Credit cards. (DAMIEN MEYER/AFP/Getty Images)

SAN LEANDRO (KPIX 5) – Can’t pay your vet, dentist or doctor bill? More and more health care providers are now offering patients third-party financing in the form of a medical credit card. But consumer advocates warn the cards can have painful consequences.

Just ask Billie Cortez of San Leandro. Back in April, while suffering a toothache, the retiree visited a nearby dentist for treatment. She said the dentist recommended a fix that would cost about $2,500.

“They wanted the money up-front,” Cortez told ConsumerWatch.

And Cortez said the dentist then presented her with an application for a Genesis dental credit card. “I was in the chair, with pain medication, and I was laying back and the dentist brought in the paperwork,” Cortez explained.

The card would allow Cortez to pay off her procedure in monthly installments, with no interest for one year.

So, she signed up. And that toothache turned into a financial headache. Cortez said before she even went back to the dentist’s to get the work done, she got a statement for $2,506, along with a notice that her monthly payment would be $150. Way more than Cortez expected, or could afford.
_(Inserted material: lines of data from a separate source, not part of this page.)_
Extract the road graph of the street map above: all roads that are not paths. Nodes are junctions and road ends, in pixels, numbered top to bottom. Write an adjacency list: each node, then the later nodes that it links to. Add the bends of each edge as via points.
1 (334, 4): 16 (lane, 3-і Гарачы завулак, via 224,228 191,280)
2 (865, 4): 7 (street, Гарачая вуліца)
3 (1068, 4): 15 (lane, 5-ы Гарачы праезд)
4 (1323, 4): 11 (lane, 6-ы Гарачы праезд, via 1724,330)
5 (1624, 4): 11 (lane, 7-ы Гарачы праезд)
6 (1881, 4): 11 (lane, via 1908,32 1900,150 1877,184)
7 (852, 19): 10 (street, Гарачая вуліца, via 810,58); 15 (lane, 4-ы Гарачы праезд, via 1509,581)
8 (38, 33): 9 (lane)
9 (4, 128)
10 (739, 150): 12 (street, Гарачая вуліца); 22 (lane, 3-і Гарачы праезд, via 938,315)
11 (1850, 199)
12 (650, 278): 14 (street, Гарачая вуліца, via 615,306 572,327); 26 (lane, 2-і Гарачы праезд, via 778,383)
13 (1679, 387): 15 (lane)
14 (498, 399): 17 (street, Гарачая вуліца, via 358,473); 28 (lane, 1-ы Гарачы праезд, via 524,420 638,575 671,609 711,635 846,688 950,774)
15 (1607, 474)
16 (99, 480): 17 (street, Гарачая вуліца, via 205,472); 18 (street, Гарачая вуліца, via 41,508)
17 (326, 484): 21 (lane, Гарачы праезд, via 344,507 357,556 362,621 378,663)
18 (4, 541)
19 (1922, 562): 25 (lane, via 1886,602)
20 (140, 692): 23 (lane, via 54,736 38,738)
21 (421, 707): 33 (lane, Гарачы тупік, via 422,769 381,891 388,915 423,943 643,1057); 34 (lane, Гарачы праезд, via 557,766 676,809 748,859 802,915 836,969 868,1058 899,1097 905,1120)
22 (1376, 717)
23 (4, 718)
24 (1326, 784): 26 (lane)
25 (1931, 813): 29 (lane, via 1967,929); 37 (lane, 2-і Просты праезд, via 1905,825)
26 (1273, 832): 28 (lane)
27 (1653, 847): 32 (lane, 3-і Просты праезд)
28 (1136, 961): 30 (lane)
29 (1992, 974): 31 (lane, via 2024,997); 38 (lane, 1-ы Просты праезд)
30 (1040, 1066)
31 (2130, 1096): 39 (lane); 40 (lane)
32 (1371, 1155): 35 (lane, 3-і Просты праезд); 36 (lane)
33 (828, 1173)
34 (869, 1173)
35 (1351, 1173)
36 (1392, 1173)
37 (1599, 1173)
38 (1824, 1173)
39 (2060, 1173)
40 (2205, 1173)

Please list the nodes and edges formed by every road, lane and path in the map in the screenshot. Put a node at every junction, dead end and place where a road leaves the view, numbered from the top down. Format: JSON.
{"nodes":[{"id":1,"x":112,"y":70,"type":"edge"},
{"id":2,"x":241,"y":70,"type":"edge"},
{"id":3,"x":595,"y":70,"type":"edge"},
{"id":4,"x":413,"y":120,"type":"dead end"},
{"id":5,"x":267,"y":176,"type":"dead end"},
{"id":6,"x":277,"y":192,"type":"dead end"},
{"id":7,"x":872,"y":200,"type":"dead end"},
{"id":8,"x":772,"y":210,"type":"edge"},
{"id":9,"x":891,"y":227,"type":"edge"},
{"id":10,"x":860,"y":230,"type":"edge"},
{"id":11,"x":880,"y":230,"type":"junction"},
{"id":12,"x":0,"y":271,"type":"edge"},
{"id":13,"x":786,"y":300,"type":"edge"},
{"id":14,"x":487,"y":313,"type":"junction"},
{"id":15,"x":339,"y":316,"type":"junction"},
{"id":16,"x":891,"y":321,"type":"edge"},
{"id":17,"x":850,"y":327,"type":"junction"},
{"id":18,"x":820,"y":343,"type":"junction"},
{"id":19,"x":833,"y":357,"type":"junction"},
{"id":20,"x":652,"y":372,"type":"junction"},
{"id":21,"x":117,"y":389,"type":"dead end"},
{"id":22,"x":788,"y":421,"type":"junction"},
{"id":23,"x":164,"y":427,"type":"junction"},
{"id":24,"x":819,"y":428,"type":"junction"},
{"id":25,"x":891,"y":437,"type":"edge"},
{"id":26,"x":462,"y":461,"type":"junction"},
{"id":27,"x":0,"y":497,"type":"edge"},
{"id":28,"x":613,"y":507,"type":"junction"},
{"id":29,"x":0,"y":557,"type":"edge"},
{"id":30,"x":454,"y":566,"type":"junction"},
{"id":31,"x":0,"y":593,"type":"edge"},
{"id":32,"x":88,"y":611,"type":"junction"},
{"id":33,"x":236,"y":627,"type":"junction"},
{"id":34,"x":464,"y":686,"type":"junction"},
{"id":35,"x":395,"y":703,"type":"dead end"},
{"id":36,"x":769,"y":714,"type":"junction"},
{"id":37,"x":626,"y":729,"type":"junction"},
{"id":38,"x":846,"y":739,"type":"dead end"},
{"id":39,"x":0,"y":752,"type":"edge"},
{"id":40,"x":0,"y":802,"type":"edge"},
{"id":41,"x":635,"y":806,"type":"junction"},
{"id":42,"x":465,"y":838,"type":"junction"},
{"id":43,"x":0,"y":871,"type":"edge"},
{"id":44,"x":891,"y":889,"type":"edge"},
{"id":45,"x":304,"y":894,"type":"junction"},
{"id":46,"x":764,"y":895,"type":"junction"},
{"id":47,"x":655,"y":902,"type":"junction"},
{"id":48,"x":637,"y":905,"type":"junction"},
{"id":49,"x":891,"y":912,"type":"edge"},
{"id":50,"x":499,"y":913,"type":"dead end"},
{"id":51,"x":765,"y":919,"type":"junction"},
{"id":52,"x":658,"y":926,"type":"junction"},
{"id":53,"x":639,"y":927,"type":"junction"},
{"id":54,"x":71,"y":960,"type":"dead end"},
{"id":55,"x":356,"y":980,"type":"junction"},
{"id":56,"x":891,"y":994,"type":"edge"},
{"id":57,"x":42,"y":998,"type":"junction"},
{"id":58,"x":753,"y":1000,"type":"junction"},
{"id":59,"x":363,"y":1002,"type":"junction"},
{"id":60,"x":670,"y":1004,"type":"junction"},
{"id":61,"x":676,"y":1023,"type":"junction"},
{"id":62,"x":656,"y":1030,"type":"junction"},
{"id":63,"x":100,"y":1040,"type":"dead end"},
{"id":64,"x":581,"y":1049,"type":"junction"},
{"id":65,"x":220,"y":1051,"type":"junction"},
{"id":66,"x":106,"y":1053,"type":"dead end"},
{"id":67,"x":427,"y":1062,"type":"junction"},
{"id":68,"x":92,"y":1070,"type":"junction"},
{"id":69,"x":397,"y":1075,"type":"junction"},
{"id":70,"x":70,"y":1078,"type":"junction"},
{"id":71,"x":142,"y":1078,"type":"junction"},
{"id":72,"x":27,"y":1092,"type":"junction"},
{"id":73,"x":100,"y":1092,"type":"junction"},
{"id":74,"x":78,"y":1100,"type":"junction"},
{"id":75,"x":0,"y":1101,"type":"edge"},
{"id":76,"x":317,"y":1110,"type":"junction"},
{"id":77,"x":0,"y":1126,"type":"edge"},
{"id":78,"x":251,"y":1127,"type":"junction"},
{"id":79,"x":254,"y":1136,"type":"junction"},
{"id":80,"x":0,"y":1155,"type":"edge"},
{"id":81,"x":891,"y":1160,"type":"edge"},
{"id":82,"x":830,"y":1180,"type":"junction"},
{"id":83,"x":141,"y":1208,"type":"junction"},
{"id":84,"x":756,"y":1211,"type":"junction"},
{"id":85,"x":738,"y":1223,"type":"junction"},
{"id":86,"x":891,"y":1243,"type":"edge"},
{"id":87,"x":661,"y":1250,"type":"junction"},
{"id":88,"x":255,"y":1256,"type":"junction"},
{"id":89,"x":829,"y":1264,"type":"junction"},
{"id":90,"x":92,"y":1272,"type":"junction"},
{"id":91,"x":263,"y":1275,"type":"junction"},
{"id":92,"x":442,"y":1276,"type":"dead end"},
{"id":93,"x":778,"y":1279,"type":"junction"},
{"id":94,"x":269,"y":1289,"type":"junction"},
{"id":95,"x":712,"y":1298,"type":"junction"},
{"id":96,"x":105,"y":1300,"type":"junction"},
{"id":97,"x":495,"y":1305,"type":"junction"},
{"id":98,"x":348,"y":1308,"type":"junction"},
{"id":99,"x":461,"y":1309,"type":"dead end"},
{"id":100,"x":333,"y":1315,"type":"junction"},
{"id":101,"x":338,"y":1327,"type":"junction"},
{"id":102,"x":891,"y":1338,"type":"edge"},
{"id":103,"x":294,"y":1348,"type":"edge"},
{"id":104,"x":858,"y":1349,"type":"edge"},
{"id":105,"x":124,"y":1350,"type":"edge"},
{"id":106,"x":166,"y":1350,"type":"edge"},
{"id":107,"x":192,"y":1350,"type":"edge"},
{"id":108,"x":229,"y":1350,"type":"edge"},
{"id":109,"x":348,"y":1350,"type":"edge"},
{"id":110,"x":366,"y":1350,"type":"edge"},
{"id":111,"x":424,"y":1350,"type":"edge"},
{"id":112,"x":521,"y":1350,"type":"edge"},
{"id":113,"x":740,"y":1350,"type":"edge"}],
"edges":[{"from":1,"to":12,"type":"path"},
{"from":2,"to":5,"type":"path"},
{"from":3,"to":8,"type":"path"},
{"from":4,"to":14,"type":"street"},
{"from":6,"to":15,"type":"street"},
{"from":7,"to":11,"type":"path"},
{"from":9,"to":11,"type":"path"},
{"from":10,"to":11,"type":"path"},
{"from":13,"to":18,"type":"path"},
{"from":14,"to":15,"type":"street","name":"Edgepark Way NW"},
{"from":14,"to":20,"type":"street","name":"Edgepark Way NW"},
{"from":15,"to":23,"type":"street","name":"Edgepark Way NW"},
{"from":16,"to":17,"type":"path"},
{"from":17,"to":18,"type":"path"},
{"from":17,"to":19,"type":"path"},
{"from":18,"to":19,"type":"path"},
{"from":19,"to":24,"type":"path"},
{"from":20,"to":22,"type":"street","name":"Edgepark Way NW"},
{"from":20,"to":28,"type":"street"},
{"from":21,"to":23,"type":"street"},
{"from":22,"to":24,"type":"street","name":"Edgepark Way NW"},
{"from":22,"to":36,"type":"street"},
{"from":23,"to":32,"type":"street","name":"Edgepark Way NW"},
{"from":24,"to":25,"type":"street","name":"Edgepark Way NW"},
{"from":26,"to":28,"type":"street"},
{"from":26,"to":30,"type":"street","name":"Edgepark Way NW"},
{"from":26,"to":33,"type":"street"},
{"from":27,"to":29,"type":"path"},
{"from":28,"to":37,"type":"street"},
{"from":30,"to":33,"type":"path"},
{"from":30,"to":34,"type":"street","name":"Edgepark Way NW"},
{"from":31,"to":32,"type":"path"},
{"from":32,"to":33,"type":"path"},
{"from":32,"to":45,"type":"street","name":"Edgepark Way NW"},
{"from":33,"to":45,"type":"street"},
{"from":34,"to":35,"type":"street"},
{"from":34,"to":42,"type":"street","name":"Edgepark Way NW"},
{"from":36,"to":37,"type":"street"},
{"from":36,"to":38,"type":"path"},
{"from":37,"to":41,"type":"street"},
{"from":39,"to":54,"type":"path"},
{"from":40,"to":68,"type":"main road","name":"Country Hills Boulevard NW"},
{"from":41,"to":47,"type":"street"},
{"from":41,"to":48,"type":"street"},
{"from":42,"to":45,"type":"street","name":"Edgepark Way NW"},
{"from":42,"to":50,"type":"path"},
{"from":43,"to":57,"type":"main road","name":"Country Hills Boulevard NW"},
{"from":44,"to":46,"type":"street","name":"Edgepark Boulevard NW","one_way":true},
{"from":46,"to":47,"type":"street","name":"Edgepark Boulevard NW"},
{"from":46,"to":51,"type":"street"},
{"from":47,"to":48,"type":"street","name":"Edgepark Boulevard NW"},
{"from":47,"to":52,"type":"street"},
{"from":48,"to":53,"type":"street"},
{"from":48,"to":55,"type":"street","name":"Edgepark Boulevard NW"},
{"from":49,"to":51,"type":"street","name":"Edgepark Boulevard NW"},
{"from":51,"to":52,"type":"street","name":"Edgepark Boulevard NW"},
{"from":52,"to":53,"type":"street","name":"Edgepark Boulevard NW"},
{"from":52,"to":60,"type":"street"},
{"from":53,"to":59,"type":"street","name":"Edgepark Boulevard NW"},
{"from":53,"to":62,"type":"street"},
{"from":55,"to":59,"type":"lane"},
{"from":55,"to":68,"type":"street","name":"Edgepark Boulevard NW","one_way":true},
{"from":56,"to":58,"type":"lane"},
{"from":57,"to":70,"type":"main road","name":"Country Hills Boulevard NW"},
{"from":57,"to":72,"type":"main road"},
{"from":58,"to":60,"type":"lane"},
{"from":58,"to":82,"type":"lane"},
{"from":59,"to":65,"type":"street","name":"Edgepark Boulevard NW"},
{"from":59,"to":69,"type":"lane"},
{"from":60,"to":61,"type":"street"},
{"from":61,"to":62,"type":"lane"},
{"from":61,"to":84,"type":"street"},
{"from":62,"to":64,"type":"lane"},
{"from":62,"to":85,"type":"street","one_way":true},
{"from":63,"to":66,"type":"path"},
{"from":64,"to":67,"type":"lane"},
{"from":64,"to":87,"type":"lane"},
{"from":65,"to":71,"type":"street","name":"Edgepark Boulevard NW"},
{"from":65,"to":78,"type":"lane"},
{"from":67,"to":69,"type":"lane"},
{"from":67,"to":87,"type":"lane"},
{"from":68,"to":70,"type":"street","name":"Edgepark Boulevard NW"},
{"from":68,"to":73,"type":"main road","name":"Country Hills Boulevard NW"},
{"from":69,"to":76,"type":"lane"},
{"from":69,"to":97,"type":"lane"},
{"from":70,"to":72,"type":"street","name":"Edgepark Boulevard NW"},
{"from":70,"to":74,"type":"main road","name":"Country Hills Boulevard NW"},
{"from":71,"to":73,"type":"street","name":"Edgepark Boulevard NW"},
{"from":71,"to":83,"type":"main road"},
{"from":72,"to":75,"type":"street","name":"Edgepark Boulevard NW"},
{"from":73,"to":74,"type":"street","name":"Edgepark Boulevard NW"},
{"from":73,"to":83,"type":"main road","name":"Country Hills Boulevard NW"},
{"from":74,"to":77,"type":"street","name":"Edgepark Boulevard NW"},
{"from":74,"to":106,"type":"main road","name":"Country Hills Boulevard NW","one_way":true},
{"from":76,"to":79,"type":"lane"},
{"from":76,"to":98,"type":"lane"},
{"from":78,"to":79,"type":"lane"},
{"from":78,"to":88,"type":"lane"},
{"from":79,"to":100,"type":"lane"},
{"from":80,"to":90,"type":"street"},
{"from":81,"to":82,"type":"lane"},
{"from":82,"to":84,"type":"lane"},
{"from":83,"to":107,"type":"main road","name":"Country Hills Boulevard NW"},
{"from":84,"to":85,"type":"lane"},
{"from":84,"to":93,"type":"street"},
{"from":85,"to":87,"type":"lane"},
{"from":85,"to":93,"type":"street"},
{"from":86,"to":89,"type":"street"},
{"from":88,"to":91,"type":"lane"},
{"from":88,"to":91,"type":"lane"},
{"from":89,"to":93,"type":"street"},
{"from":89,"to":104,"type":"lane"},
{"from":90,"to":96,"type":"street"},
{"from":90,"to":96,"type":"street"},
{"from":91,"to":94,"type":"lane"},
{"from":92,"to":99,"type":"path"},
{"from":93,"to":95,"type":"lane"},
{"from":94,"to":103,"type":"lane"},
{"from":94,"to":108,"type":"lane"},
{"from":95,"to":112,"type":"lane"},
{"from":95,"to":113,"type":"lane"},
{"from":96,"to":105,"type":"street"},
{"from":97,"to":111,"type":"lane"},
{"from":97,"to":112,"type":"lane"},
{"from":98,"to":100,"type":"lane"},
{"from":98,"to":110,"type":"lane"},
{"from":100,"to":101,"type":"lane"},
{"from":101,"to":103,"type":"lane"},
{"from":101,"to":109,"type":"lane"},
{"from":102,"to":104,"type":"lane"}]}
“I never could have done it,” she said. And she said the bills kept coming, even after she cancelled the treatment.

Jose Quinonez, executive director of the non-profit Mission Asset Fund, an organization that offers financial guidance to low-income individuals, is concerned patients may feel pressured to sign the credit agreements.

“That person is under duress and maybe more than likely is not making the best financial decision,” Quinonez told ConsumerWatch.

He also says money charged on a medical credit card goes immediately to the health care provider, while the credit card company handles billing the consumer.

But he warned the cards can backfire on consumers who can’t keep up with the payments and the high interest rates that kick in after the interest-free promotion period ends.

“It can actually harm them financially rather than help them,” Quinonez said.

California’s Business and Professions code imposes some regulations on dentists who offer third-party credit cards. Dentists are required to give clients a written explanation of how the financing works, before arranging or establishing the account. Dentists are also required to refund customer’s payments within 15 days, if work is paid for, but not actually performed.